There weren’t any huge surprises on the earnings call that caused the stock to dip, but its ranking still depends on whether or not the company gives up those gains in extended trading. Either way this is a significant moment for the company and the technology market in general. Alphabet had a huge opportunity to finally pass Apple as the most valuable company in the world.
There’s a clear narrative here. Alphabet, a software company with a few extra hardware bets, shares have dramatically outperformed those of Apple, a hardware company with a few extra software bets.
“Our very strong revenue growth in Q4 reflects the vibrancy of our business, driven by mobile search as well as YouTube and programmatic advertising, all areas in which we’ve been investing for many years,” CFO Ruth Porat said in a statement with the earnings report.
In the past year, Apple’s stock has not performed well.
Meanwhile, Google’s stock was on the rise for the past 12 months.
So, not surprisingly, the two quickly collided in terms of their market capitalization.
Google’s core businesses continue to grow as well — today the company said that Gmail grew to 1 billion active users.

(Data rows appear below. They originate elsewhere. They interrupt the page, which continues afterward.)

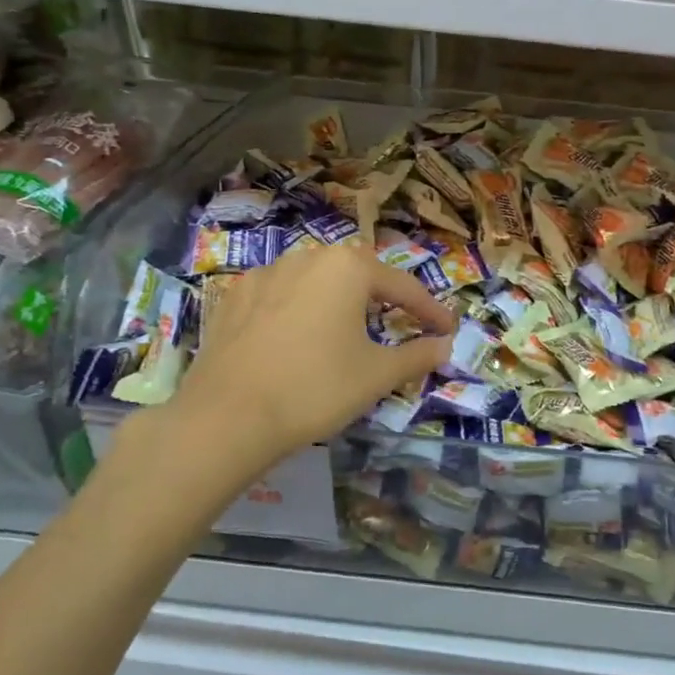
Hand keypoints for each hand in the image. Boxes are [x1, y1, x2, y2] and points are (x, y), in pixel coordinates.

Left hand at [170, 243, 453, 473]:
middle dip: (384, 298)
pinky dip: (300, 310)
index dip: (431, 311)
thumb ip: (417, 356)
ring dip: (339, 300)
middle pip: (358, 275)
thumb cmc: (315, 388)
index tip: (448, 330)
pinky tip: (298, 336)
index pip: (404, 287)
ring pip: (316, 281)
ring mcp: (265, 274)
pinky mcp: (233, 297)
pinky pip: (280, 295)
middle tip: (401, 323)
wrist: (226, 416)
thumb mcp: (377, 375)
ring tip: (348, 328)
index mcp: (348, 268)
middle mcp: (307, 257)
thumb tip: (445, 346)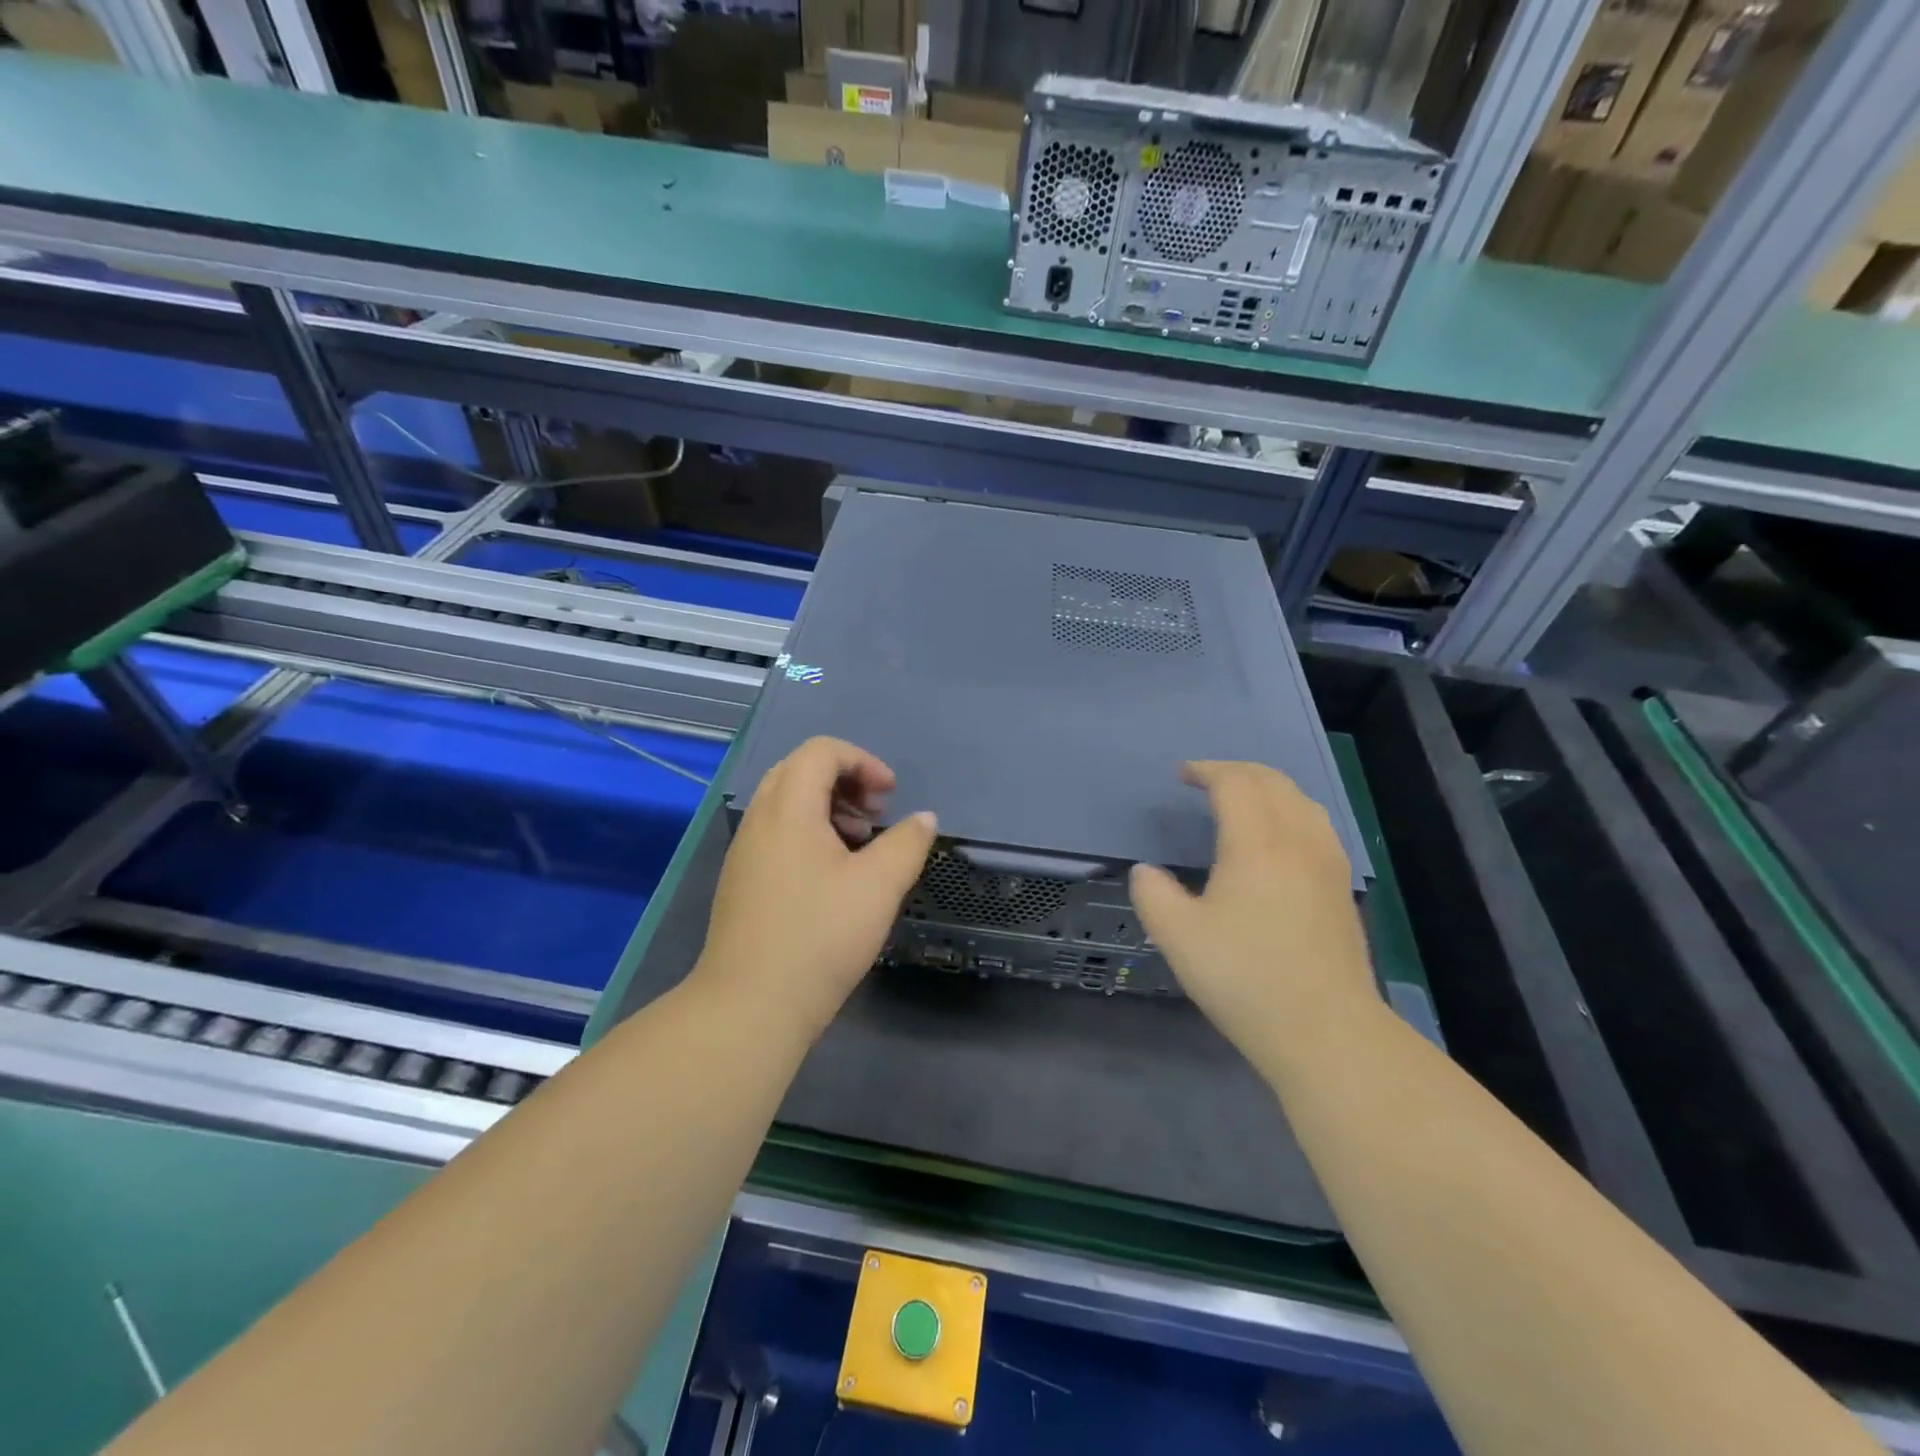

That means it has about half a dozen services that have around 1 billion active users, a number most companies (other than perhaps Facebook, which said today that WhatsApp had passed the 1 billion user mark) will envy. (CEO Sundar Pichai didn’t specify if that was daily actives or monthly actives, so we’ll probably assume the latter.)
In terms of Google’s core advertising business, cost-per-click fell 13% year-over-year, while paid clicks increased 31% year-over-year. This has been a trend for Google — as more activity shifts to mobile devices, the value of each advertisement click tends to go down. Google’s core business is still printing money, to be sure.
Google’s extraneous operations, like Nest, have never been separate from its core business. So investors have had basically no idea how its other projects are going — and how much they may contribute to the company — other than estimates. Google has gotten into all sorts of other areas, but now we have a rough idea of how those other areas are performing.
So far, that bet is growing in revenue at least: other bets accounted for $448 million in revenue in 2015, up from $327 million in revenue in 2014. That being said, it showed huge widening losses — going to a loss of $3.6 billion from $1.9 billion in 2014.
Google, too, is still not immune to what’s happening with foreign exchange rates and the general global economy. Revenue was up 18% year-over year, though in constant currency it would have risen $24%. Apple, for example, said there was a difference in $5 billion in revenue if not for foreign exchange rates, and for Google that represents about $1 billion in revenue.
Perhaps this is a signal of the challenges hardware businesses are going to face. Apple’s growth engine — one of the strongest in the world for the longest time — has started to stall as it faces economic headwinds globally. There’s also the question of saturation, and how willing people are to upgrade. Meanwhile, people are still searching and using Google’s software relentlessly, and the company is starting to place money on other bets.